Scalar production and decay to top quarks including interference effects at NLO in QCD in an EFT approach

TL;DR

This paper provides a precise NLO QCD calculation of scalar resonance production and decay to top quarks, including interference effects, within an EFT framework, crucial for accurate LHC searches beyond the Standard Model.

Contribution

It presents the first exact NLO QCD computation of scalar-top interference effects in an EFT, improving prediction accuracy for collider experiments.

Findings

NLO corrections significantly reduce theoretical uncertainties.

Interference effects drastically alter the signal lineshape.

Results are applicable to beyond the Standard Model scenarios.

Abstract

Scalar and pseudo-scalar resonances decaying to top quarks are common predictions in several scenarios beyond the standard model (SM) and are extensively searched for by LHC experiments.

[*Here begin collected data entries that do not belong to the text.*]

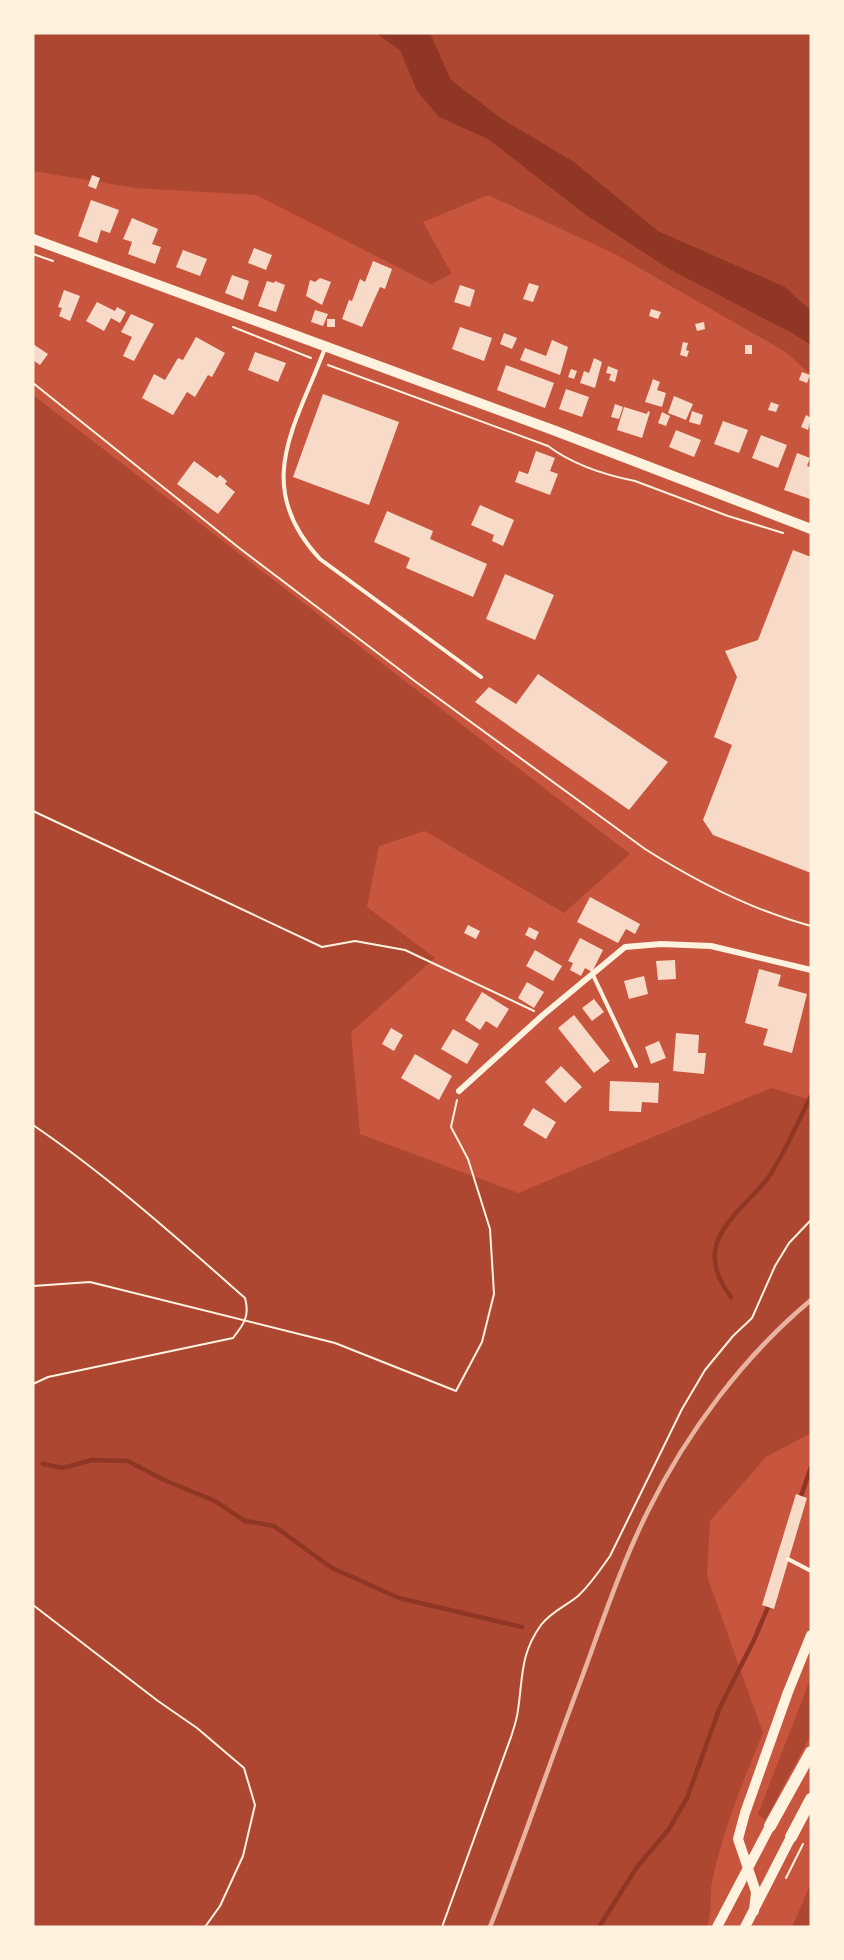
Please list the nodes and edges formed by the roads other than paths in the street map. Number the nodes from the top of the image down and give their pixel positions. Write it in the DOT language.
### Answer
graph roads {
  1 [pos="33,239"];
  2 [pos="326,347"];
  3 [pos="811,529"];
  4 [pos="481,677"];
  5 [pos="811,970"];
  6 [pos="592,974"];
  7 [pos="636,1066"];
  8 [pos="459,1091"];
  9 [pos="788,1559"];
  10 [pos="811,1570"];
  11 [pos="811,1635"];
  12 [pos="811,1752"];
  13 [pos="811,1799"];
  14 [pos="770,1826"];
  15 [pos="791,1837"];
  16 [pos="749,1867"];
  17 [pos="753,1911"];
  18 [pos="717,1927"];
  19 [pos="745,1927"];
  1 -- 2 [label="main road"];
  2 -- 3 [label="main road"];
  2 -- 4 [label="lane"];
  5 -- 6 [label="street"];
  6 -- 7 [label="lane"];
  6 -- 8 [label="street"];
  9 -- 10 [label="lane"];
  11 -- 16 [label="main road"];
  12 -- 14 [label="highway"];
  13 -- 15 [label="highway"];
  14 -- 16 [label="main road"];
  15 -- 17 [label="main road"];
  16 -- 17 [label="main road"];
  16 -- 18 [label="main road"];
  17 -- 19 [label="main road"];
}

Challenges on the experimental side require optimising the strategy based on accurate predictions. Firstly, QCD corrections are known to be large both for the SM QCD background and for the pure signal scalar production. Secondly, leading order and approximate next-to-leading order (NLO) calculations indicate that the interference between signal and background is large and drastically changes the lineshape of the signal, from a simple peak to a peak-dip structure. Therefore, a robust prediction of this interference at NLO accuracy in QCD is necessary to ensure that higher-order corrections do not alter the lineshapes. We compute the exact NLO corrections, assuming a point-like coupling between the scalar and the gluons and consistently embedding the calculation in an effective field theory within an automated framework, and present results for a representative set of beyond the SM benchmarks. The results can be further matched to parton shower simulation, providing more realistic predictions. We find that NLO corrections are important and lead to a significant reduction of the uncertainties. We also discuss how our computation can be used to improve the predictions for physics scenarios where the gluon-scalar loop is resolved and the effective approach is less applicable.